If the contrary were true, s 424A would in effect oblige the Tribunal to give advance written notice not merely of its reasons but of each step in its prospective reasoning process. However broadly “information” be defined, its meaning in this context is related to the existence of evidentiary material or documentation, not the existence of doubts, inconsistencies or the absence of evidence. …
Applying these principles to the present matter, there is no evidence on the face of the Tribunal’s decision record, or otherwise, of a breach of section 424A. The Tribunal’s decision was based on an assessment of the evidence put forward by the applicant himself. There was no ‘information’ other than that which the Tribunal relied upon which led it to reject the applicant’s application.
It is apparent from the Tribunal’s decision that it came to the views it did on the basis of the assessment of the applicant’s evidence, both evidence given in support of the applicant’s application and also oral evidence given in the Tribunal hearing. No breach of section 424A is apparent.
Ground 1 is therefore not made out.
Grounds 2 and 4
By ground 2, the applicants asserts that:
2.The Tribunal made a finding without supporting evidence. Namely, the Tribunal failed to provide the evidences [sic] in support of its findings of that [sic] the applicant’s evidence was vague and evasive at hearing.
Similarly, by ground 4, the applicants assert:
4.The Tribunal failed to provide the evidences that the applicant ‘was a partner in a restaurant business in Johor in the past, or that he worked managing the restaurant kitchen as claimed.’
When invited to make submissions about either of these grounds, the first applicant again stated that he had nothing to add. I understand ground 4 to be a claim that the Tribunal failed to provide evidence upon which it rejected the first applicant’s claim to have been ‘a partner in a restaurant business in Johor in the past, or that he worked managing the restaurant’ as these are the findings made by the Tribunal at paragraph [25] of its decision record.
As stated, the Tribunal correctly identified the issues before it at paragraph [11] of the decision record, namely that it was required to determine:
11.… whether the applicant had a well-founded fear of being persecuted for one or more of the five reasons set out in s 5J(1) and if not, whether there are substantial grounds for believing that, as a necessary and foreseeable consequence of him being removed from Australia to her [sic] receiving country of Malaysia, there is a real risk that he will suffer significant harm.

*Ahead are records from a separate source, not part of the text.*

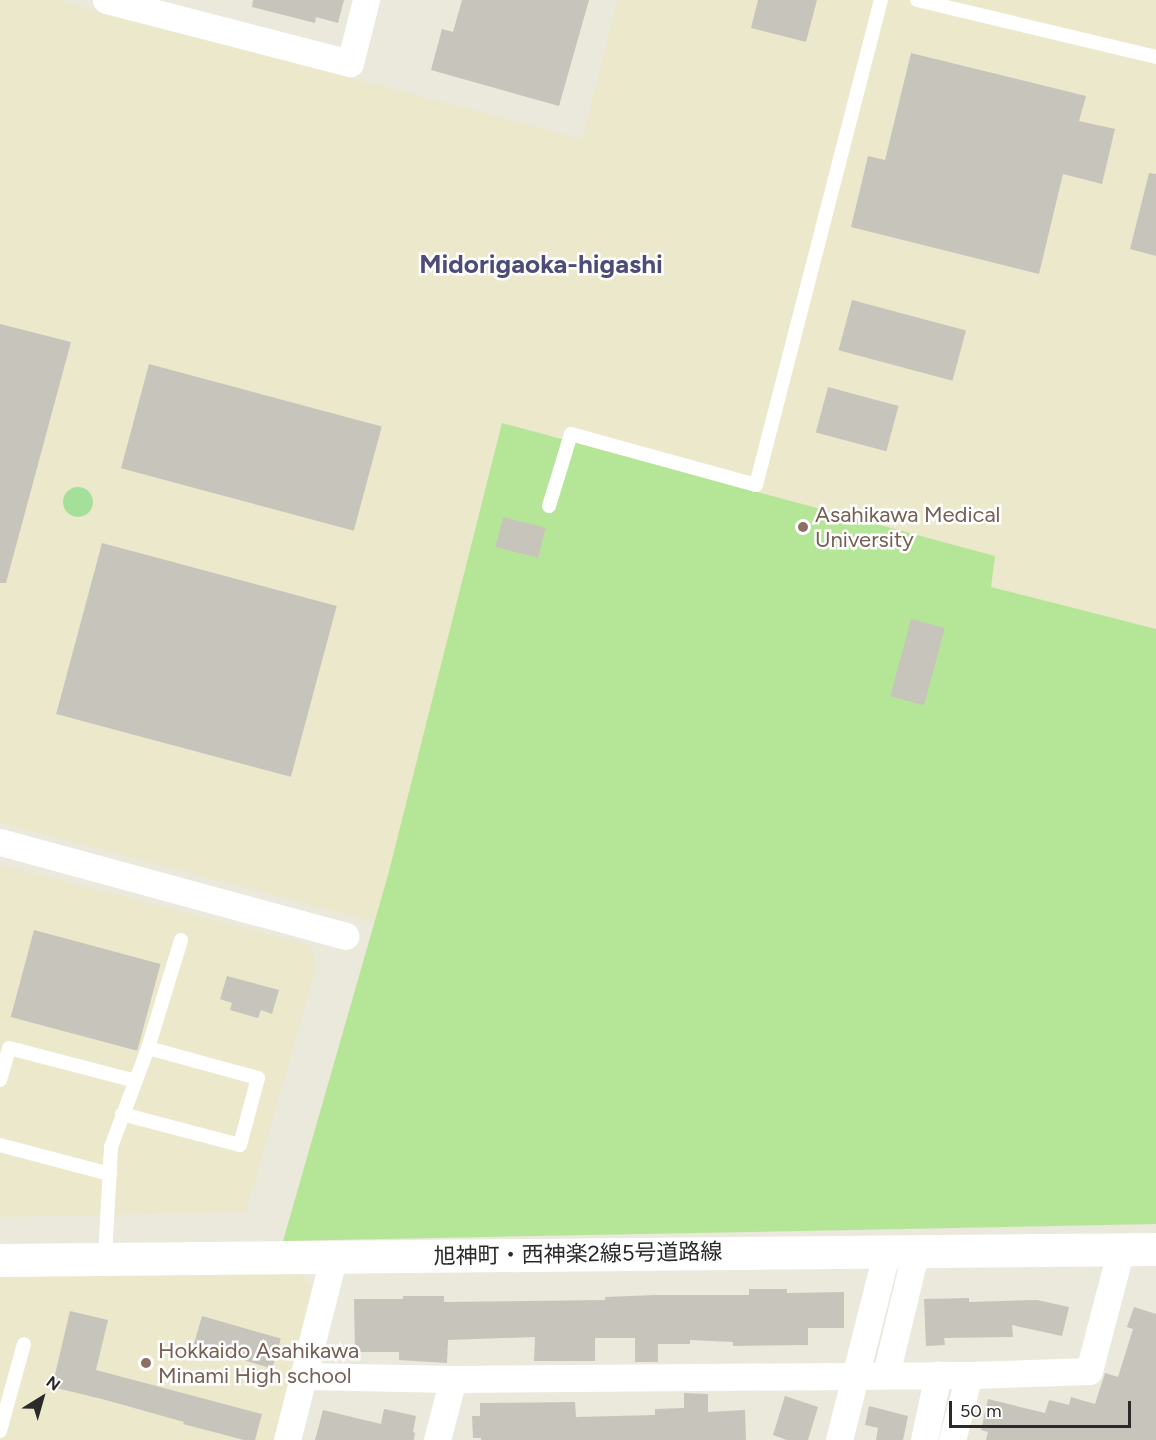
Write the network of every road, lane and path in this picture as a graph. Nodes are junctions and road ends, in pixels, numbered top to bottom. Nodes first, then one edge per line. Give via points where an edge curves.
1 (106, 0) edge
2 (366, 0) edge
3 (881, 0) edge
4 (917, 0) edge
5 (180, 9) edge
6 (1156, 57) edge
7 (549, 506) dead end
8 (0, 842) edge
9 (345, 936) dead end
10 (181, 940) dead end
11 (148, 1048) junction
12 (0, 1080) edge
13 (136, 1081) junction
14 (122, 1114) junction
15 (0, 1145) edge
16 (110, 1174) junction
17 (1121, 1249) junction
18 (1156, 1249) edge
19 (902, 1250) junction
20 (334, 1257) junction
21 (105, 1258) junction
22 (0, 1260) edge
23 (24, 1344) dead end
24 (886, 1374) junction
25 (938, 1374) junction
26 (854, 1375) junction
27 (969, 1375) junction
28 (304, 1377) junction
29 (453, 1379) junction
30 (0, 1431) edge
31 (287, 1440) edge
32 (437, 1440) edge
33 (839, 1440) edge
34 (924, 1440) edge
35 (952, 1440) edge

1 - 5 street
2 - 5 street via 350,63
3 - 7 lane via 756,485 571,434
4 - 6 lane
8 - 9 street
10 - 11 lane
11 - 13 lane
11 - 14 lane via 258,1078 240,1145
12 - 13 lane via 9,1048
13 - 14 lane
14 - 16 lane via 111,1147
15 - 16 lane
16 - 21 lane
17 - 18 street, 旭神町・西神楽2線5号道路線
17 - 19 street, 旭神町・西神楽2線5号道路線
17 - 27 street via 1089,1371
19 - 20 street, 旭神町・西神楽2線5号道路線
19 - 24 street
19 - 26 street
20 - 21 street, 旭神町・西神楽2線5号道路線
20 - 28 street
21 - 22 street, 旭神町・西神楽2線5号道路線
23 - 30 lane
24 - 25 street
24 - 26 street
25 - 27 street
25 - 34 street
26 - 29 street
26 - 33 street
27 - 35 street
28 - 29 street
28 - 31 street
29 - 32 street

In determining these issues, the Tribunal was required to consider and weigh the evidence put forward by the applicants, and in doing so, was required to resolve any issues of credit, and to consider the probability or improbability of claims that the applicants made. Relevantly at paragraph [25] of its decision record, the Tribunal, after discussing the first applicant’s evidence, concluded that it:
25.… has serious credibility concerns about the applicant’s core claims to have been involved in a restaurant business with others in the past in Malaysia, and to have experienced threats, harm and harassment from money lenders when he failed to repay a debt taken out in his name (unknowingly) by a former business partner called Lee. The Tribunal does not accept the applicant was a partner in a restaurant business in Johor in the past, or that he worked managing the restaurant kitchen as claimed. It follows that the Tribunal does not accept that his former business partner took out a loan in his name of RM300,000. The Tribunal does not accept the applicant’s claims to have been threatened, harmed or harassed by money lenders as a result, nor his family members whilst he was in Malaysia and after he left as claimed.
These findings were dispositive as the Tribunal then went on to say:
26.Given these findings the Tribunal does not accept that if the applicant returns to Malaysia he will face a real chance of persecution from money lenders or anyone associated with them. The Tribunal finds that the applicant does not face a well-founded fear of persecution as per s 5J(1) of the Act and therefore the applicant is not a refugee within the meaning of s 5H(1). …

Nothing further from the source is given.